Pharmacists and what they can offer has come under close scrutiny at the many meetings our Division has held to familiarise GPs with the options and operation of Care plans, annual health assessments, case conferencing and new initiatives in Diabetes and Asthma management.
Recently the introduction of DMMR has introduced yet another new initiative the Commonwealth Government is prepared to fund.
I have really enjoyed the opportunity to work with this closely allied profession group in an arena where I am now trusted and known.
This has been the essential aspect of being able to deliver my own expertise in a forum from one to one to a meeting where over 30 GPs are ready to listen and contribute to a 'pharmaceutical' view.
It has been very positive and I know from comments received it has been appreciated.
I have said this before but in a review of the past year I will restate what has been very obvious to me.
That is that pharmacists and GPs have more in common than they have differences.
Each runs a small business with all the day to day incidents and worries associated with that and also the larger worries of the future and large corporates threatening to demolish their future or alter it in a major way.
In this milieu each has the well being of the patients/customers as the prime concern.
Accreditation and the imposition of new innovations and ways of practice as a way forward are vexing many and adding demands for time in an already packed full schedule.
Continuing Medical Education (CME) demands parallel pharmacists near mandatory education expectations and add hours often to an already super humanly demanding work schedule.
And the paperwork !!
I nearly believed the other day that GPs were more inundated than pharmacists with the demands after the door has closed.
If it is not more then it is at least as voluminous and demanding.
Then there is the issue of computerisation.
I think pharmacists are steaks ahead of our GP colleagues, but in time with all the initiatives that are on the table at the moment and Internet transfer of information they will catch up with the use of computers in all aspects of medical practice.
At present they are used mainly for accounts, front desk and prescription writing but there is the option of pathology tests down loaded, patient histories recorded, scanning of the many documents that at present fill the office files and recall systems for management of population health.
And many other facilities not yet dreamed of.
There are a couple of small but significant differences I note.
One is the ability to leave the surgery and attend to things outside, close for lunch and have time for a meal, schedule the workload to some extent at least with an appointment system and exercise some control over the day.
One of the comments I receive at meetings when discussing the proposed DMMR service is that GPs are well aware of the fact that pharmacists are shackled to the 'shop'.
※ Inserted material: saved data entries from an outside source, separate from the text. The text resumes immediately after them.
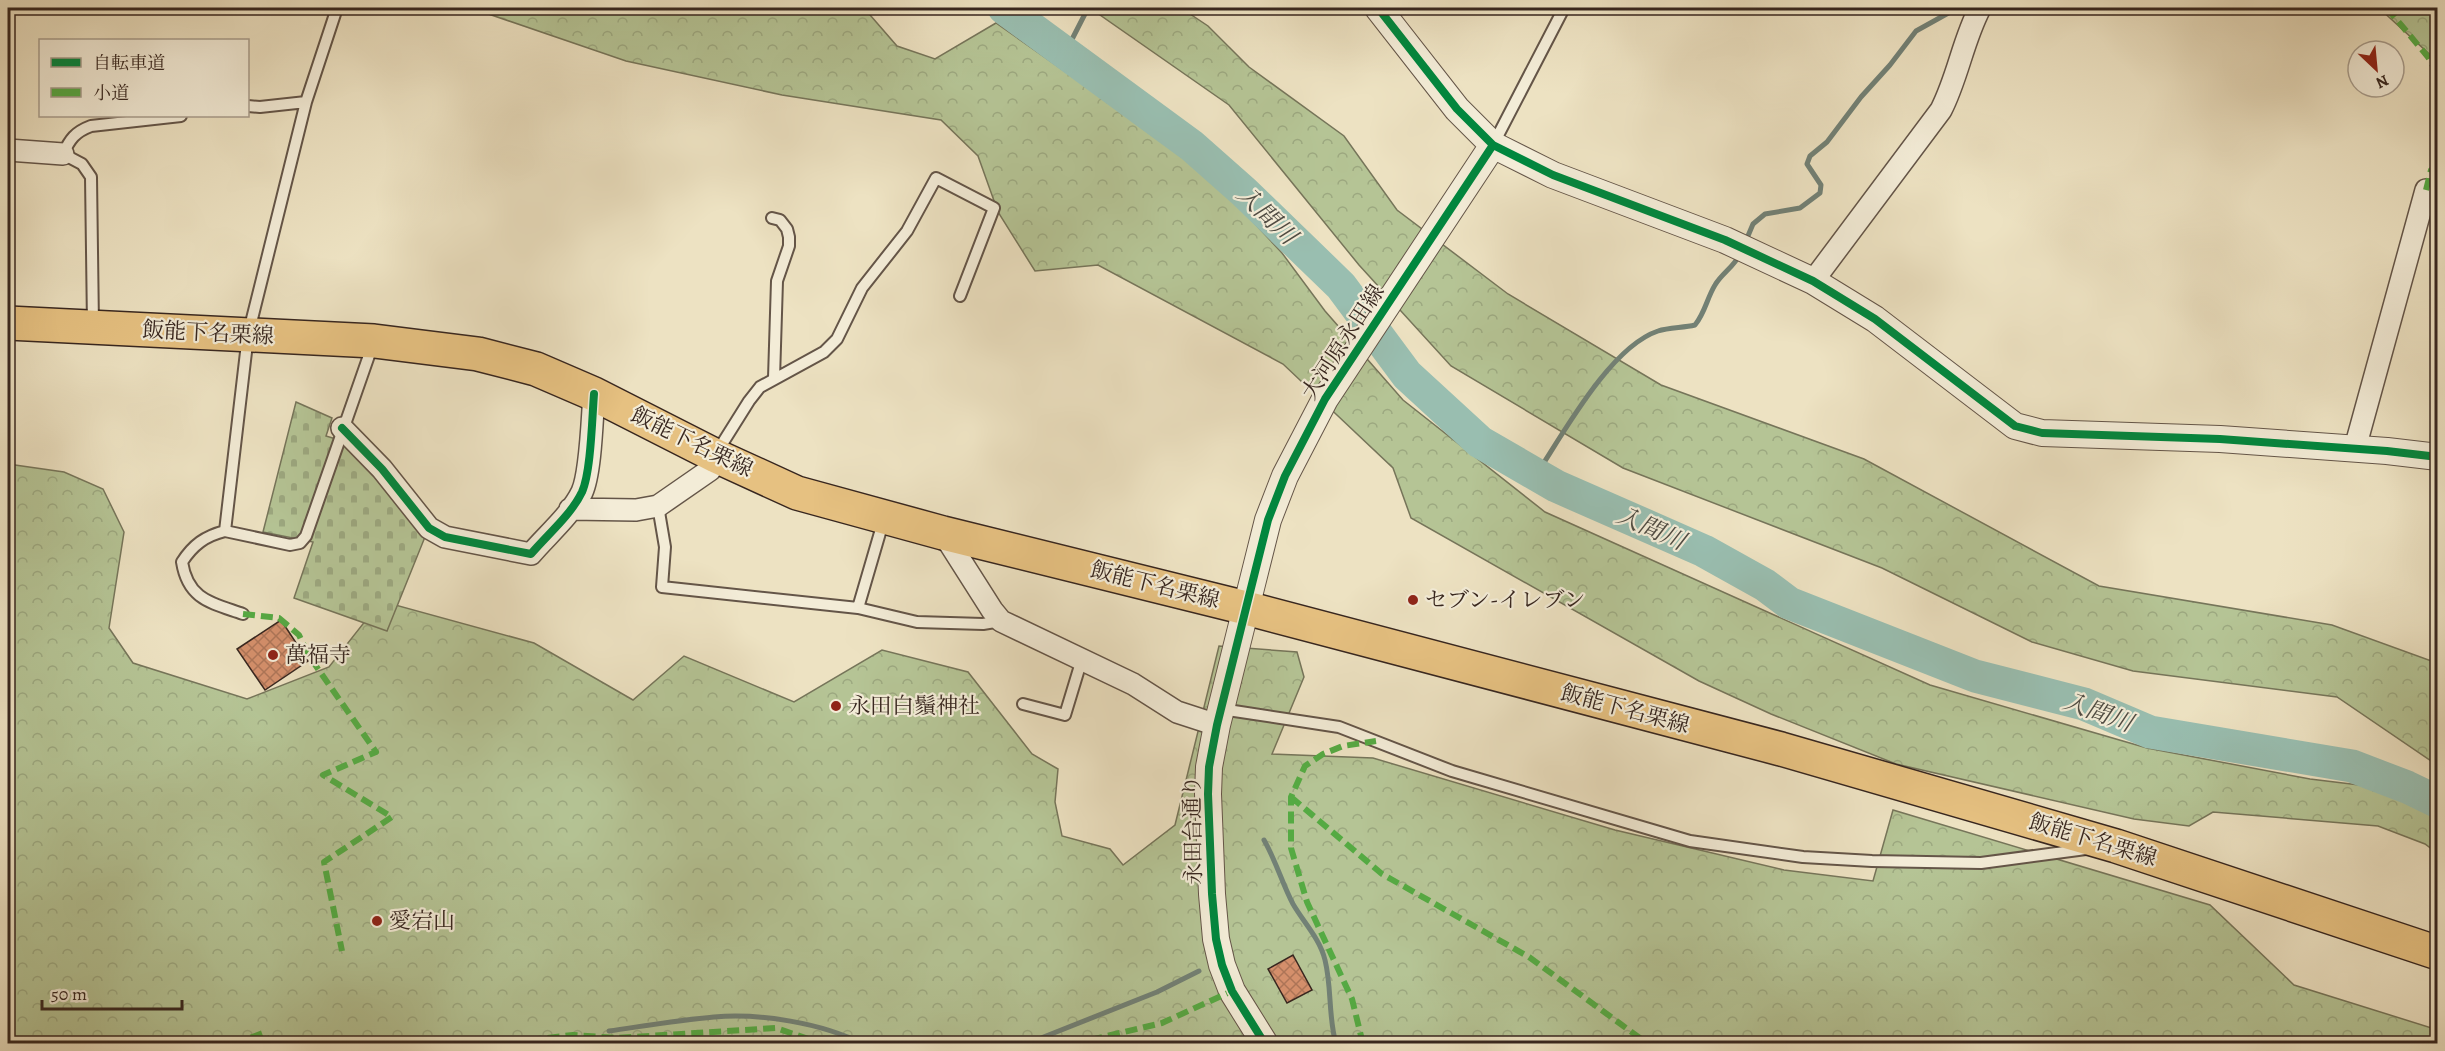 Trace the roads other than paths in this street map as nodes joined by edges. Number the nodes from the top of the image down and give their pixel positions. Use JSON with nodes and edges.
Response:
{"nodes":[{"id":1,"x":337,"y":8,"type":"edge"},
{"id":2,"x":1378,"y":8,"type":"edge"},
{"id":3,"x":1564,"y":8,"type":"edge"},
{"id":4,"x":1980,"y":8,"type":"edge"},
{"id":5,"x":306,"y":102,"type":"junction"},
{"id":6,"x":249,"y":106,"type":"edge"},
{"id":7,"x":172,"y":117,"type":"edge"},
{"id":8,"x":1493,"y":145,"type":"junction"},
{"id":9,"x":8,"y":150,"type":"edge"},
{"id":10,"x":63,"y":154,"type":"junction"},
{"id":11,"x":2426,"y":190,"type":"dead end"},
{"id":12,"x":772,"y":218,"type":"dead end"},
{"id":13,"x":1813,"y":280,"type":"junction"},
{"id":14,"x":960,"y":296,"type":"dead end"},
{"id":15,"x":8,"y":323,"type":"edge"},
{"id":16,"x":93,"y":328,"type":"junction"},
{"id":17,"x":248,"y":335,"type":"junction"},
{"id":18,"x":374,"y":341,"type":"junction"},
{"id":19,"x":774,"y":378,"type":"junction"},
{"id":20,"x":594,"y":394,"type":"junction"},
{"id":21,"x":342,"y":428,"type":"junction"},
{"id":22,"x":2355,"y":448,"type":"junction"},
{"id":23,"x":716,"y":456,"type":"junction"},
{"id":24,"x":2438,"y":457,"type":"edge"},
{"id":25,"x":658,"y":506,"type":"junction"},
{"id":26,"x":570,"y":509,"type":"junction"},
{"id":27,"x":884,"y":517,"type":"junction"},
{"id":28,"x":225,"y":531,"type":"junction"},
{"id":29,"x":943,"y":533,"type":"junction"},
{"id":30,"x":858,"y":608,"type":"junction"},
{"id":31,"x":1246,"y":608,"type":"junction"},
{"id":32,"x":243,"y":614,"type":"dead end"},
{"id":33,"x":1001,"y":621,"type":"junction"},
{"id":34,"x":1082,"y":659,"type":"junction"},
{"id":35,"x":1023,"y":704,"type":"dead end"},
{"id":36,"x":1219,"y":717,"type":"junction"},
{"id":37,"x":2116,"y":846,"type":"junction"},
{"id":38,"x":2438,"y":952,"type":"edge"},
{"id":39,"x":1265,"y":1044,"type":"edge"}],
"edges":[{"from":1,"to":5,"type":"lane"},
{"from":2,"to":8,"type":"street"},
{"from":3,"to":8,"type":"lane"},
{"from":4,"to":13,"type":"street"},
{"from":5,"to":6,"type":"lane"},
{"from":5,"to":17,"type":"lane"},
{"from":7,"to":10,"type":"lane"},
{"from":8,"to":13,"type":"street"},
{"from":8,"to":31,"type":"street","name":"大河原永田線"},
{"from":9,"to":10,"type":"street"},
{"from":10,"to":16,"type":"lane"},
{"from":11,"to":22,"type":"street"},
{"from":12,"to":19,"type":"lane"},
{"from":13,"to":22,"type":"street"},
{"from":14,"to":19,"type":"lane"},
{"from":15,"to":16,"type":"main road","name":"飯能下名栗線"},
{"from":16,"to":17,"type":"main road","name":"飯能下名栗線"},
{"from":17,"to":18,"type":"main road","name":"飯能下名栗線"},
{"from":17,"to":28,"type":"lane"},
{"from":18,"to":20,"type":"main road","name":"飯能下名栗線"},
{"from":18,"to":21,"type":"lane"},
{"from":19,"to":23,"type":"lane"},
{"from":20,"to":23,"type":"main road","name":"飯能下名栗線"},
{"from":20,"to":26,"type":"street"},
{"from":21,"to":26,"type":"street"},
{"from":21,"to":28,"type":"lane"},
{"from":22,"to":24,"type":"street"},
{"from":23,"to":25,"type":"street"},
{"from":23,"to":27,"type":"main road","name":"飯能下名栗線"},
{"from":25,"to":26,"type":"street"},
{"from":25,"to":30,"type":"lane"},
{"from":27,"to":29,"type":"main road","name":"飯能下名栗線"},
{"from":27,"to":30,"type":"lane"},
{"from":28,"to":32,"type":"lane"},
{"from":29,"to":31,"type":"main road","name":"飯能下名栗線"},
{"from":29,"to":33,"type":"street"},
{"from":30,"to":33,"type":"lane"},
{"from":31,"to":36,"type":"street","name":"永田台通り"},
{"from":31,"to":37,"type":"main road","name":"飯能下名栗線"},
{"from":33,"to":34,"type":"street"},
{"from":34,"to":35,"type":"lane"},
{"from":34,"to":36,"type":"street"},
{"from":36,"to":37,"type":"lane"},
{"from":36,"to":39,"type":"street","name":"永田台通り"},
{"from":37,"to":38,"type":"main road","name":"飯能下名栗線"}]} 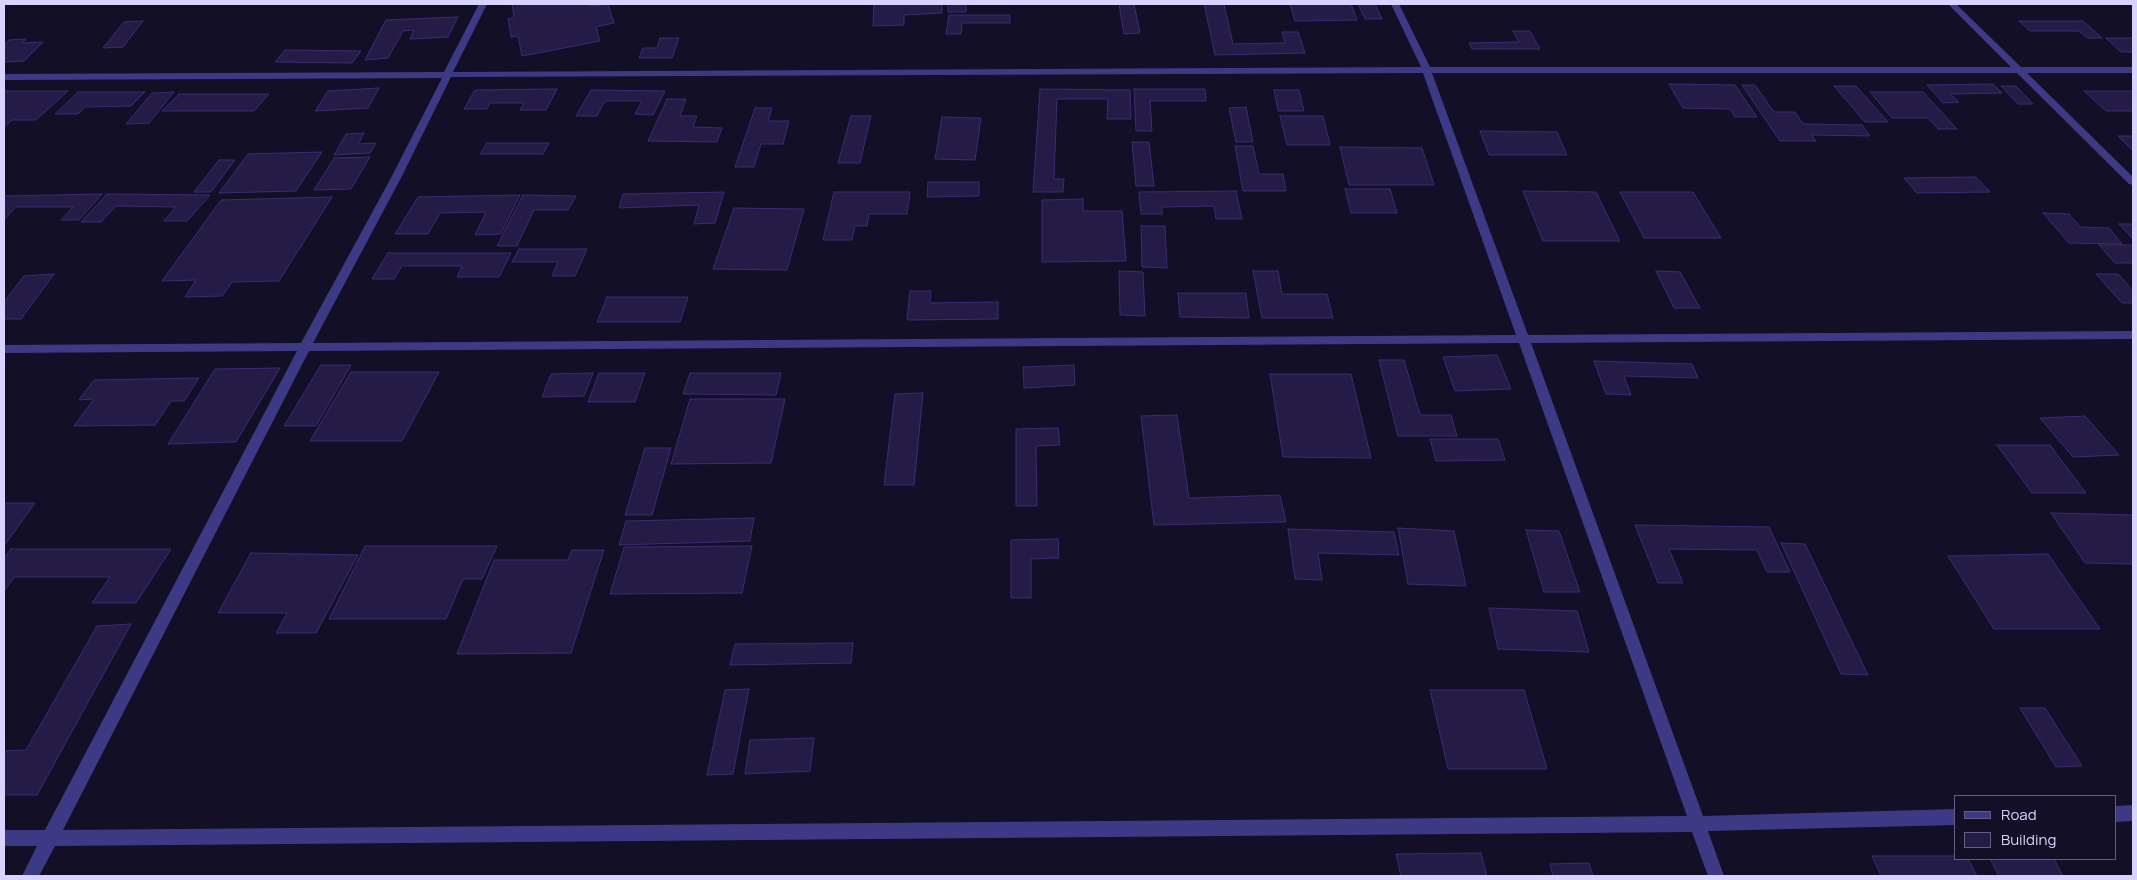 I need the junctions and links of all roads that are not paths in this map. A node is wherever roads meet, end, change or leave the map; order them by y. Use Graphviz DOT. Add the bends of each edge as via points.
graph roads {
  1 [pos="483,4"];
  2 [pos="1395,4"];
  3 [pos="1952,4"];
  4 [pos="1427,70"];
  5 [pos="2133,70"];
  6 [pos="2020,71"];
  7 [pos="446,76"];
  8 [pos="4,77"];
  9 [pos="2133,182"];
  10 [pos="2133,335"];
  11 [pos="1525,340"];
  12 [pos="305,347"];
  13 [pos="4,349"];
  14 [pos="2133,813"];
  15 [pos="2117,814"];
  16 [pos="1954,817"];
  17 [pos="1697,824"];
  18 [pos="4,838"];
  19 [pos="51,838"];
  20 [pos="30,876"];
  21 [pos="1716,876"];
  1 -- 7 [label="street"];
  2 -- 4 [label="street"];
  3 -- 6 [label="street"];
  4 -- 6 [label="street"];
  4 -- 7 [label="street"];
  4 -- 11 [label="street"];
  5 -- 6 [label="street"];
  6 -- 9 [label="street"];
  7 -- 8 [label="street"];
  7 -- 12 [label="street" via="397,176"];
  10 -- 11 [label="street"];
  11 -- 12 [label="street"];
  11 -- 17 [label="street"];
  12 -- 13 [label="street"];
  12 -- 19 [label="street"];
  14 -- 15 [label="street"];
  16 -- 17 [label="street"];
  17 -- 19 [label="street"];
  17 -- 21 [label="street"];
  18 -- 19 [label="street"];
  19 -- 20 [label="street"];
}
They know our hours are long and the possibilities of getting out to visit patients and meet with GPs is difficult for most pharmacists in the local pharmacy to organise at least in 'normal' hours for elderly patients.
So the question asked is what is the time frame for a referred DMMR?
They are not quite ignorant of a pharmacist's situation and appear to be sympathetic.
Looking ahead I can see the next twelve months coming quickly and offering further challenges to those of this past year.

I wish you all a happy and joyful festive season and that the New Year heralds in health, happiness and peace for all.